Within the listing below, show every line that contains the word "picture".

## EXERCISE DATA
Start of Block

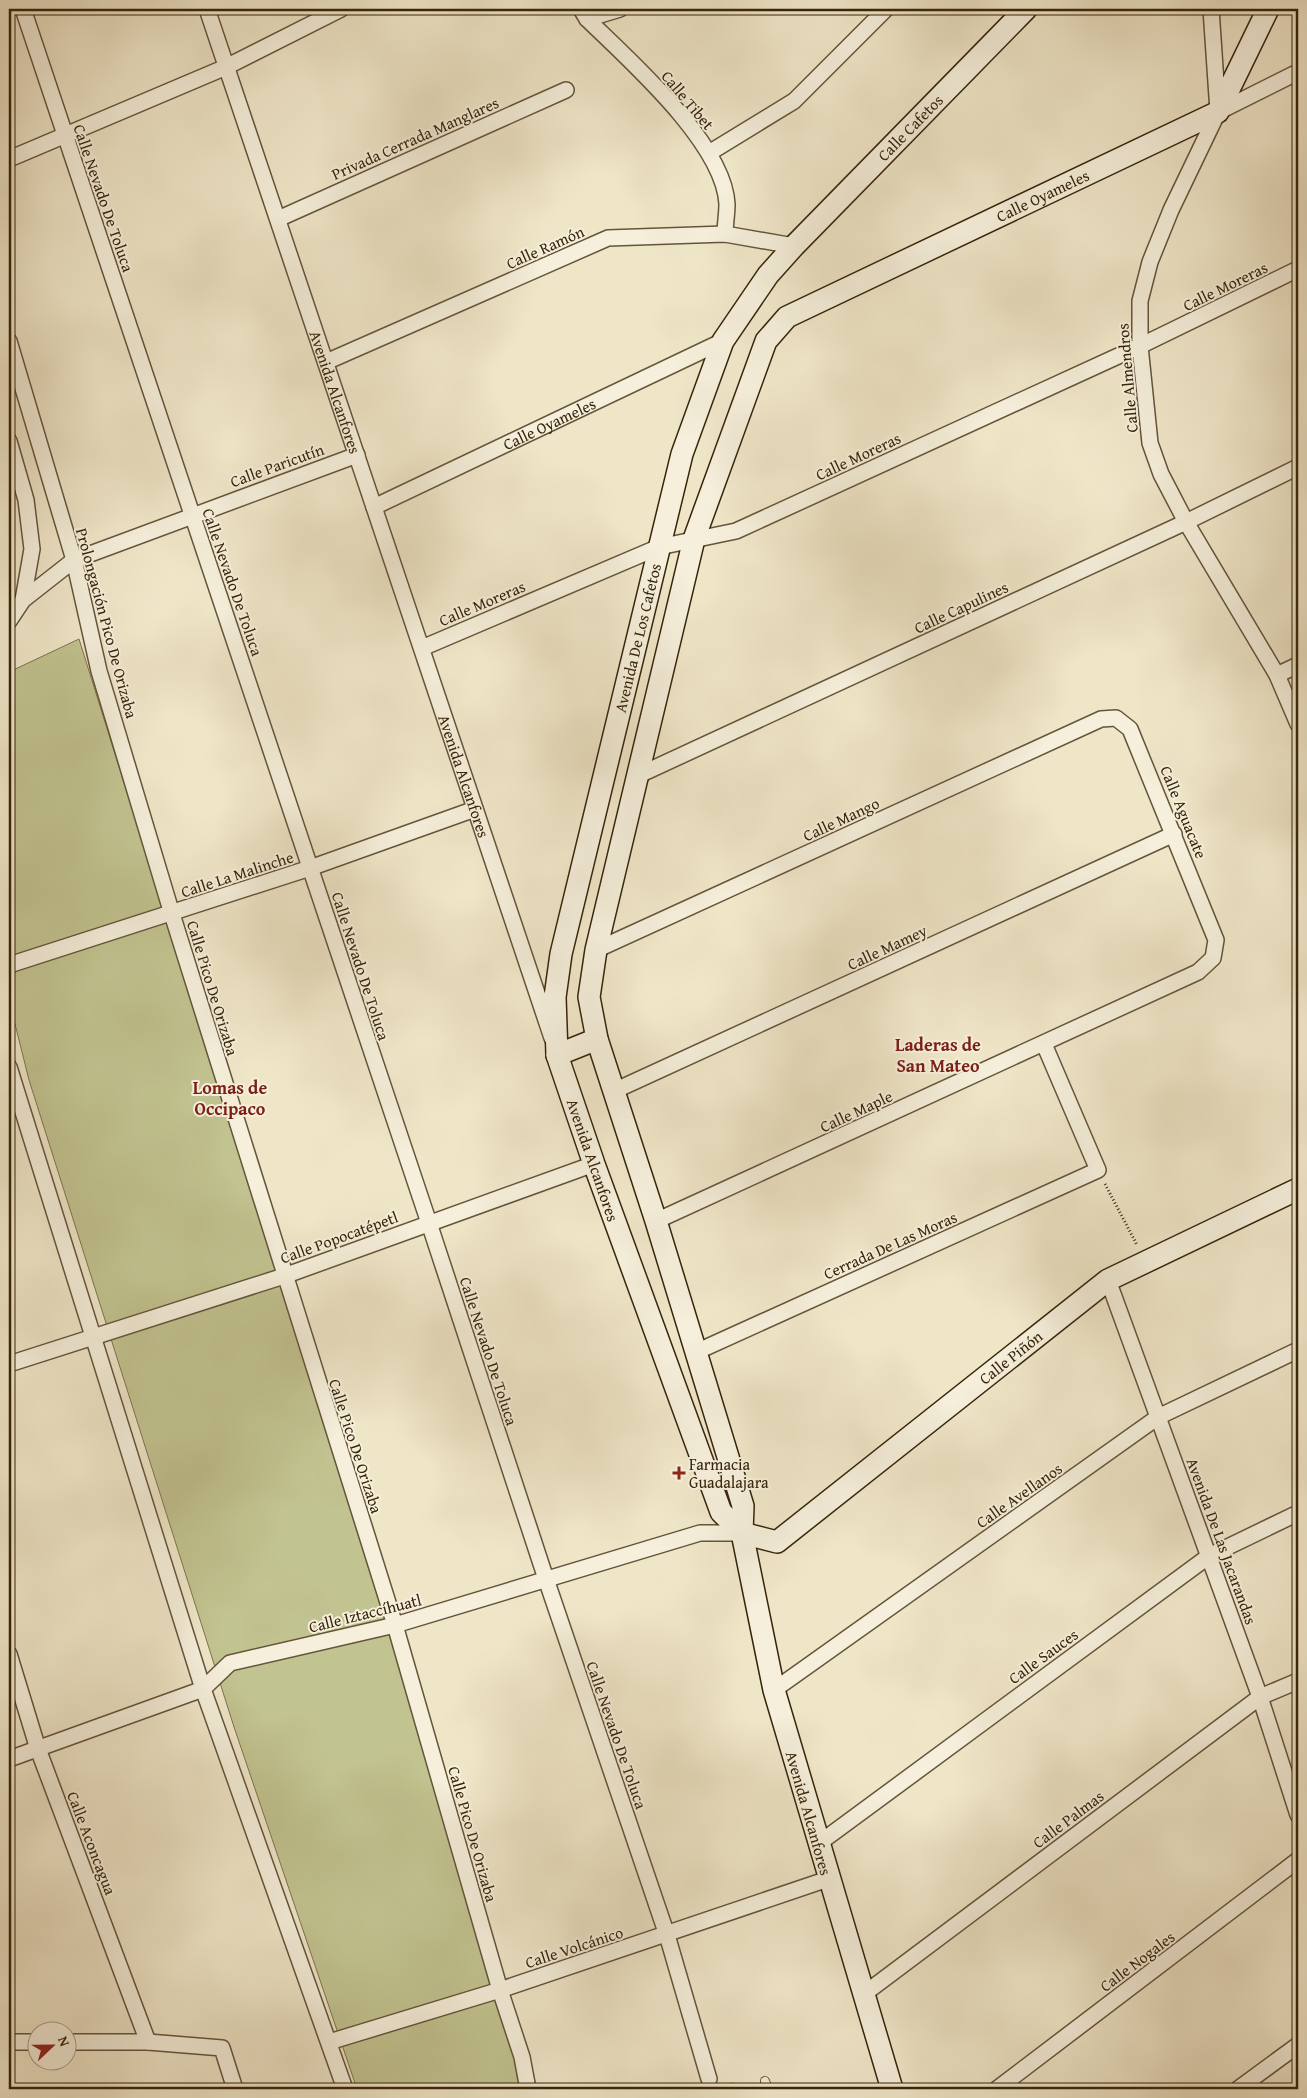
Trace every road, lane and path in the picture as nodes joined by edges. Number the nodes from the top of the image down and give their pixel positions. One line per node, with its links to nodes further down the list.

End of Block
Start of Block

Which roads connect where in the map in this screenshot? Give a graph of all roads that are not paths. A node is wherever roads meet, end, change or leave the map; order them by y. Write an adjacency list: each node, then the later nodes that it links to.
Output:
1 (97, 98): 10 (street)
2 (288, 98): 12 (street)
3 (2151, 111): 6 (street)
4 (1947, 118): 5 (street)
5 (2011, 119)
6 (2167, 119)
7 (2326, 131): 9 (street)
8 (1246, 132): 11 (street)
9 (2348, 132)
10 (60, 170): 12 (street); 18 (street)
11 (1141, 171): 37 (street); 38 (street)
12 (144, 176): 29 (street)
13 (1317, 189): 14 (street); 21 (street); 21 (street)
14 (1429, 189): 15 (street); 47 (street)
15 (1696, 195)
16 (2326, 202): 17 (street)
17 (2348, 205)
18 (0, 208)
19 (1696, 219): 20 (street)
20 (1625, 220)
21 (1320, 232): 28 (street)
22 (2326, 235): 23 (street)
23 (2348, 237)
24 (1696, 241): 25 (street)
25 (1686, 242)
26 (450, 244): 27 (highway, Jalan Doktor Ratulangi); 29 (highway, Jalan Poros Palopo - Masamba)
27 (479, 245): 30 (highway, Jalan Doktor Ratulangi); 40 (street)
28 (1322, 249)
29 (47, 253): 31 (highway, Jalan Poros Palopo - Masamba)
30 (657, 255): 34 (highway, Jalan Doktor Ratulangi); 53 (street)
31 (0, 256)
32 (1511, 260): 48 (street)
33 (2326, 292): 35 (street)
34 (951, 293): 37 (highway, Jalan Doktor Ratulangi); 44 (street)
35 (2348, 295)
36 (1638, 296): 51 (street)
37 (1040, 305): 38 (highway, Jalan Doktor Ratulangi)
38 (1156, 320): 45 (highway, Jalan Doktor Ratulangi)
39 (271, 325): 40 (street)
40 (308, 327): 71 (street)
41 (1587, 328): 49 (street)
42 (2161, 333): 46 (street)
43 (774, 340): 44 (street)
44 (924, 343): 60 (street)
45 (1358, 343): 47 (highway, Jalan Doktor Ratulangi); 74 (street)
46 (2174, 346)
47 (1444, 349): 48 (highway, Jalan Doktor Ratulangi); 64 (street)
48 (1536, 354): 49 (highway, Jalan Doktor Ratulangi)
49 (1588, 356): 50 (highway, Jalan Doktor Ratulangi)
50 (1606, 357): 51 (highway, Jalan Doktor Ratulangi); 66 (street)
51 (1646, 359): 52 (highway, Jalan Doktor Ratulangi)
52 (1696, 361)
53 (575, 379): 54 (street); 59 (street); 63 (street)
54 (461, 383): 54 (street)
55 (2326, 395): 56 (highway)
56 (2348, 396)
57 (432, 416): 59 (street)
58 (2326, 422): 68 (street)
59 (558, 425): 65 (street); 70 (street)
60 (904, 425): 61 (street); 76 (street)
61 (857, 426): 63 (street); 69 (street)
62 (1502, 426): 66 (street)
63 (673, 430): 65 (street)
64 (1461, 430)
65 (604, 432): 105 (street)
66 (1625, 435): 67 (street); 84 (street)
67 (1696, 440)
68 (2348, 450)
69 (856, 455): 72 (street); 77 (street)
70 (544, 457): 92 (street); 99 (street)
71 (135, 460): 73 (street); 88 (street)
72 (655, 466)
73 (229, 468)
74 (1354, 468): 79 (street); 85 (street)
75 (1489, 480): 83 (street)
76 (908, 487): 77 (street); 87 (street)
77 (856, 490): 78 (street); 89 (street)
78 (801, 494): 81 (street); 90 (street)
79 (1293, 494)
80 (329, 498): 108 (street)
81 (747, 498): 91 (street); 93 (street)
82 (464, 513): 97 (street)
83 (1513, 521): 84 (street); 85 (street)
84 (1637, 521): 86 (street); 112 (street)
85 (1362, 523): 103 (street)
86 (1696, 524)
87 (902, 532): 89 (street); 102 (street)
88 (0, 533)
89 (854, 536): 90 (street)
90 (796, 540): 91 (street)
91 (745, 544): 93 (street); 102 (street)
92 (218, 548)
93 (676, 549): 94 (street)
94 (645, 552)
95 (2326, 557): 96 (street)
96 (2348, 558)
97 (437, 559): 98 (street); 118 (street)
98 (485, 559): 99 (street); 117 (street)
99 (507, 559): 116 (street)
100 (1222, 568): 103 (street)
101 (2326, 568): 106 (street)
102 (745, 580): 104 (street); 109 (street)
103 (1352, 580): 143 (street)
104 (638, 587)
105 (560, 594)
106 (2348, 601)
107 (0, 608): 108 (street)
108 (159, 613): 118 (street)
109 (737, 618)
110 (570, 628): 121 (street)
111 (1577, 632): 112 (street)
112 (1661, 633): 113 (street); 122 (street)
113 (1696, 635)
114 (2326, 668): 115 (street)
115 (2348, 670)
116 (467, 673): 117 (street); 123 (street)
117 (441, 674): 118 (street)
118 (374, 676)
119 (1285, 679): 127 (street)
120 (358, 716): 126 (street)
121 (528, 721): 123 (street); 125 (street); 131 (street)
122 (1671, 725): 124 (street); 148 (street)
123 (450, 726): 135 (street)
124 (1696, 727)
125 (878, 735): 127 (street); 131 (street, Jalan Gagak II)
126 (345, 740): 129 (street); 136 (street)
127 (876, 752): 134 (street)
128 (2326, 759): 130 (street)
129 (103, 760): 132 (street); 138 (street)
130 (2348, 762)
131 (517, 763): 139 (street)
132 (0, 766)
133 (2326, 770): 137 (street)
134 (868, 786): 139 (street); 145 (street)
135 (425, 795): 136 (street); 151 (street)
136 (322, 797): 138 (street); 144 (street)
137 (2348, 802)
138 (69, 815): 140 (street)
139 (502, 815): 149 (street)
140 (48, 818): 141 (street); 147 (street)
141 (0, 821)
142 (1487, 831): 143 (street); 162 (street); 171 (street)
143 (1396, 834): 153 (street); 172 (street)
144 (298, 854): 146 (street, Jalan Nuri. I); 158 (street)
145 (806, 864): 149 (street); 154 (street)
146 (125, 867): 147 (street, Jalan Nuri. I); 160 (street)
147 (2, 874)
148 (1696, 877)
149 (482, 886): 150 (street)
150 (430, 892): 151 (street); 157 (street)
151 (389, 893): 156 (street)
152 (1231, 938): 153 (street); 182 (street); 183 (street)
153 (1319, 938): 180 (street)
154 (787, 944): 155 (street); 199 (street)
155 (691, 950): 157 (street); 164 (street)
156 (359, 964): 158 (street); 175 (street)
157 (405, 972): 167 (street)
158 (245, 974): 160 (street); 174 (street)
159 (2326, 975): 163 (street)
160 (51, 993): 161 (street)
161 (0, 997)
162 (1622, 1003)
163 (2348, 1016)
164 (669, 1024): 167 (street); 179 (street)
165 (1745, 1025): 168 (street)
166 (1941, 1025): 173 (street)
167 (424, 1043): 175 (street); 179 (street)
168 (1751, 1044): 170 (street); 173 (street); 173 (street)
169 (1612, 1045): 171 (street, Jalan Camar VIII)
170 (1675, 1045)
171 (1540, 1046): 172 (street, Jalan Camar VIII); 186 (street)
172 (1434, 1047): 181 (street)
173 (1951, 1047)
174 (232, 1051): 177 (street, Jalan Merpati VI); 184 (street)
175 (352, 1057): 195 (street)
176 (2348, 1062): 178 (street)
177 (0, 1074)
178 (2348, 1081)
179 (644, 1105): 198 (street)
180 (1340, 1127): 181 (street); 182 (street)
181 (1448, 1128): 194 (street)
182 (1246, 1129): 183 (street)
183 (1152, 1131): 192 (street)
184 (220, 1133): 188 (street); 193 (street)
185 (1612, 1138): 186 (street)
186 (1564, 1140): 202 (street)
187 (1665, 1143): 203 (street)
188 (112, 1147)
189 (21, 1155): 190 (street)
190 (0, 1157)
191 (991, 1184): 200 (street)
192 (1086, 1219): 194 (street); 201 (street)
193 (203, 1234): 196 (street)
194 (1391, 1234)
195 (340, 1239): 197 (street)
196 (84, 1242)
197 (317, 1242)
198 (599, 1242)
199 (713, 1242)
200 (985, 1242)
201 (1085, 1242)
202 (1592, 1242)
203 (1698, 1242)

End of Block
Start of Block

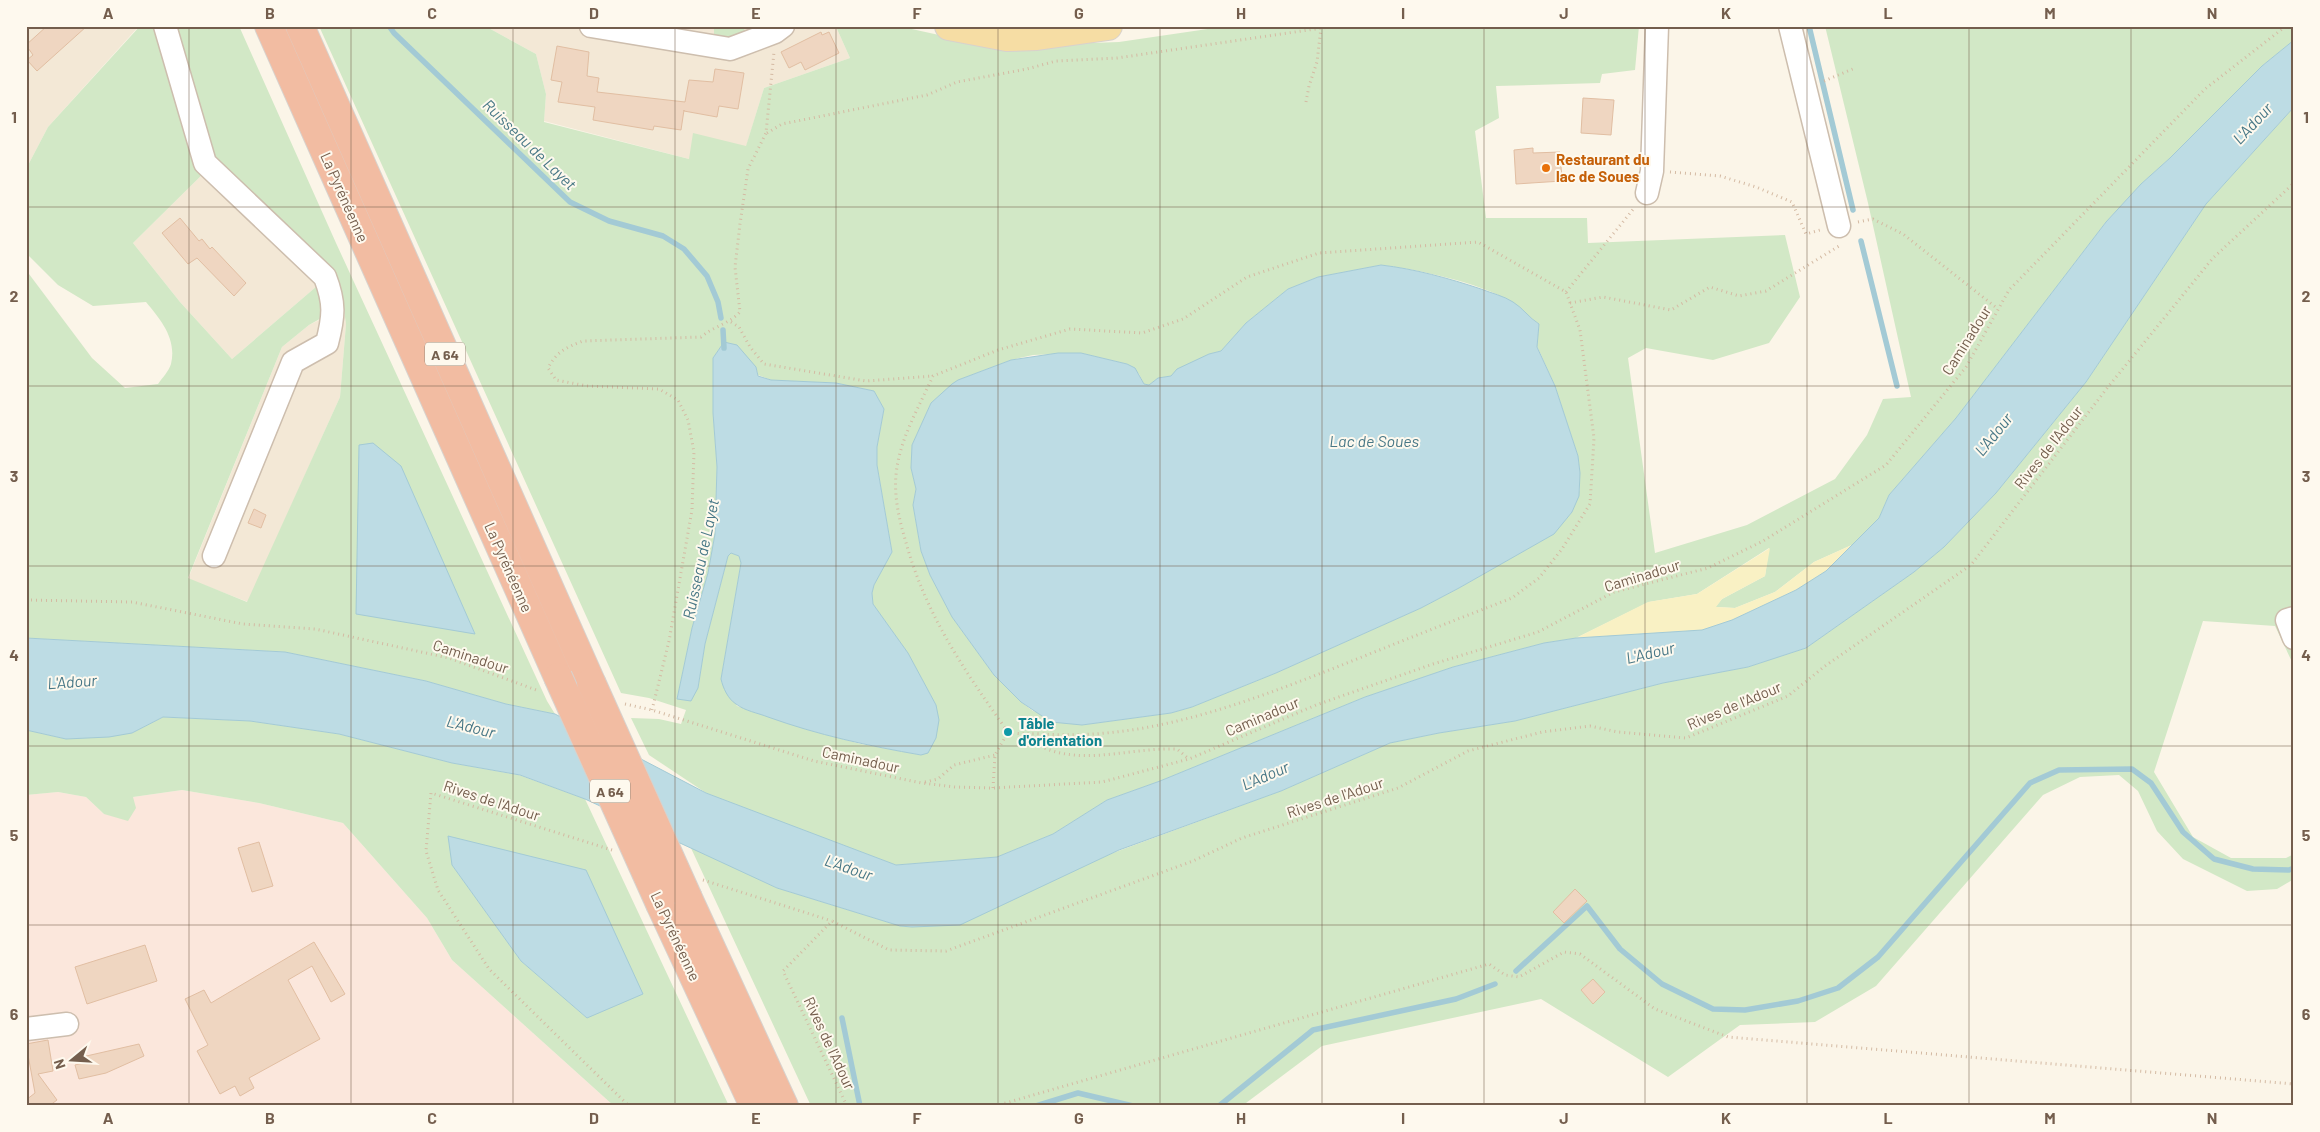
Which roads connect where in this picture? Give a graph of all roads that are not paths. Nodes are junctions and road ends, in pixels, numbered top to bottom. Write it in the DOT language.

End of Block

## RESPONSE AREA
Trace every road, lane and path in the picture as nodes joined by edges. Number the nodes from the top of the image down and give their pixel positions. One line per node, with its links to nodes further down the list.
Which roads connect where in this picture? Give a graph of all roads that are not paths. Nodes are junctions and road ends, in pixels, numbered top to bottom. Write it in the DOT language.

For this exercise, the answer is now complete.